Don’t focus on this too closely. You will drive yourself crazy! :) My boss said the funniest thing the other day to someone who tossed off the random accusation, “They made me do it.” She responded with, “There is no antecedent to your pronoun.” I nearly died laughing. I am sure the accuser had no idea what she was talking about!

Comment by Pamela Fender on June 26, 2014 at 1:47pm

Great blog, by the way, Maria.

Comment by Pamela Fender on June 26, 2014 at 1:45pm

I concur! It drives me absolutely crazy, too!
I was an English major in college, so when I hear inappropriate use of our language (or read it), it's like a neon sign upon my eyes.
I'm a substitute teacher, so I have the opportunity to see all kinds of students in all different classes.

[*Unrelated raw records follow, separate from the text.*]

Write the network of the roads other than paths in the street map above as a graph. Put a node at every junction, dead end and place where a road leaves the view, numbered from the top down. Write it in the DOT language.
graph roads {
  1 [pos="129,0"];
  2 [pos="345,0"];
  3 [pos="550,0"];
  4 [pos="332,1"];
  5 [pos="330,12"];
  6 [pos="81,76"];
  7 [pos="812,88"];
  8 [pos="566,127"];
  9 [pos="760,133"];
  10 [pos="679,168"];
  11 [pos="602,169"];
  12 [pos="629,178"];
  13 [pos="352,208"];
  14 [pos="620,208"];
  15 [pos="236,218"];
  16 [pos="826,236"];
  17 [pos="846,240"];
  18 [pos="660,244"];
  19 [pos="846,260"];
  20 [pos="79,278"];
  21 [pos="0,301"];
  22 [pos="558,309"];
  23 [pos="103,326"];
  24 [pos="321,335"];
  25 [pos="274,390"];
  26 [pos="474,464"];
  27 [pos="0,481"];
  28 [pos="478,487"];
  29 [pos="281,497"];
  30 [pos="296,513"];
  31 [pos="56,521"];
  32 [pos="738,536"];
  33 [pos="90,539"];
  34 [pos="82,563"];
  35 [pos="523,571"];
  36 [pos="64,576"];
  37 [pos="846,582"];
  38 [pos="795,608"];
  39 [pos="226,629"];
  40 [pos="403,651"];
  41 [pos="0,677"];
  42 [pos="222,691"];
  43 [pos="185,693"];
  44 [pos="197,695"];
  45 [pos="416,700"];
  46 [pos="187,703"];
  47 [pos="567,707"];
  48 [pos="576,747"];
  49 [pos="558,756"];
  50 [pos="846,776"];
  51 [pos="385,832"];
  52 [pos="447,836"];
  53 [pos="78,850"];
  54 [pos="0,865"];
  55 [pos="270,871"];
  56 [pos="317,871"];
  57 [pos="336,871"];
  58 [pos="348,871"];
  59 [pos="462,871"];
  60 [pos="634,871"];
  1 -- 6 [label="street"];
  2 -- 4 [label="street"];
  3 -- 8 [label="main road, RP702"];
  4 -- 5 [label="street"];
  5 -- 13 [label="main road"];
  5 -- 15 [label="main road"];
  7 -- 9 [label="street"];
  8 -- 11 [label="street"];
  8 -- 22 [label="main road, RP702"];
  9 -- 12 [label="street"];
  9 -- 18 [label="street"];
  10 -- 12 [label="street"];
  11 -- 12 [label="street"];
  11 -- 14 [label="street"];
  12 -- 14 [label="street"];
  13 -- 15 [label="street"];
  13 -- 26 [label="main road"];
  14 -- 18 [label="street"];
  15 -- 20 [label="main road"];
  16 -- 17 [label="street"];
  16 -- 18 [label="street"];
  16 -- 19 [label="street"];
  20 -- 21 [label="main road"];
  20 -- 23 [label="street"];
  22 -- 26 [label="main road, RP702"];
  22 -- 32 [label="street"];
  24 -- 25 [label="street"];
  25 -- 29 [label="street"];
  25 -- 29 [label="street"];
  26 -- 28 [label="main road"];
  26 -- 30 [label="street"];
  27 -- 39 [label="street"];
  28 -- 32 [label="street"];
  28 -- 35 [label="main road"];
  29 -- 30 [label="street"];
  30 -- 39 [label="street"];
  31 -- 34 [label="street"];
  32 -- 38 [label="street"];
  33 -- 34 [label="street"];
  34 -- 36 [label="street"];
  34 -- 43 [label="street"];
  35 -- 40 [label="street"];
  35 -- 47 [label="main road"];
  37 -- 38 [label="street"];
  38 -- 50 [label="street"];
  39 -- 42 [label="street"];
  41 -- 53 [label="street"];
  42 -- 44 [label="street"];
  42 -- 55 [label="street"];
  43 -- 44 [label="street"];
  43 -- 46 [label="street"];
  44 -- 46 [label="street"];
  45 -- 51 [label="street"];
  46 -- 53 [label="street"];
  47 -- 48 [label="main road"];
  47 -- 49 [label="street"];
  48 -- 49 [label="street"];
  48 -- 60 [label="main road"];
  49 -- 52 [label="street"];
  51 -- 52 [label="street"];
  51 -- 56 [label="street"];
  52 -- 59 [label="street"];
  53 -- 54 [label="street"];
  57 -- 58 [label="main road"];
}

The most recent experience I encountered was taking over the job as librarian for a local elementary school. The "teacher," (who supposedly came from Miami as a kindergartner teacher and I put that in quotes and you'll see why) I took over for had an atrocious use of our language.

Examples: (To the students): "You all brung your books today?" Eek.

"I don't follow bakesball." 

"I don't know nothing about that subject." 

Double negatives? Is that ever hard to hear? You better believe it.
Should I have corrected her? I didn't because I didn't want to embarrass her, but would repeat her statements the CORRECT way. She probably didn't learn from my corrections. What puzzles me is that she is teaching young ones the incorrect use of our language and we wonder why our youth speak and write so poorly. It's really no wonder when we have individuals supposedly (not "supposevly") teaching these young minds. Sad, really.

Comment by Juliana Lightle on June 24, 2014 at 7:59pm

Tell me about it!!!!  It drives me crazy, especially at work.  I teach high school, both math and English, and many of the teachers have dreadful grammar.  They think it does not matter.  Wrong!!  I worked in corporate America for many years before teaching.  Want to advance--grammar matters.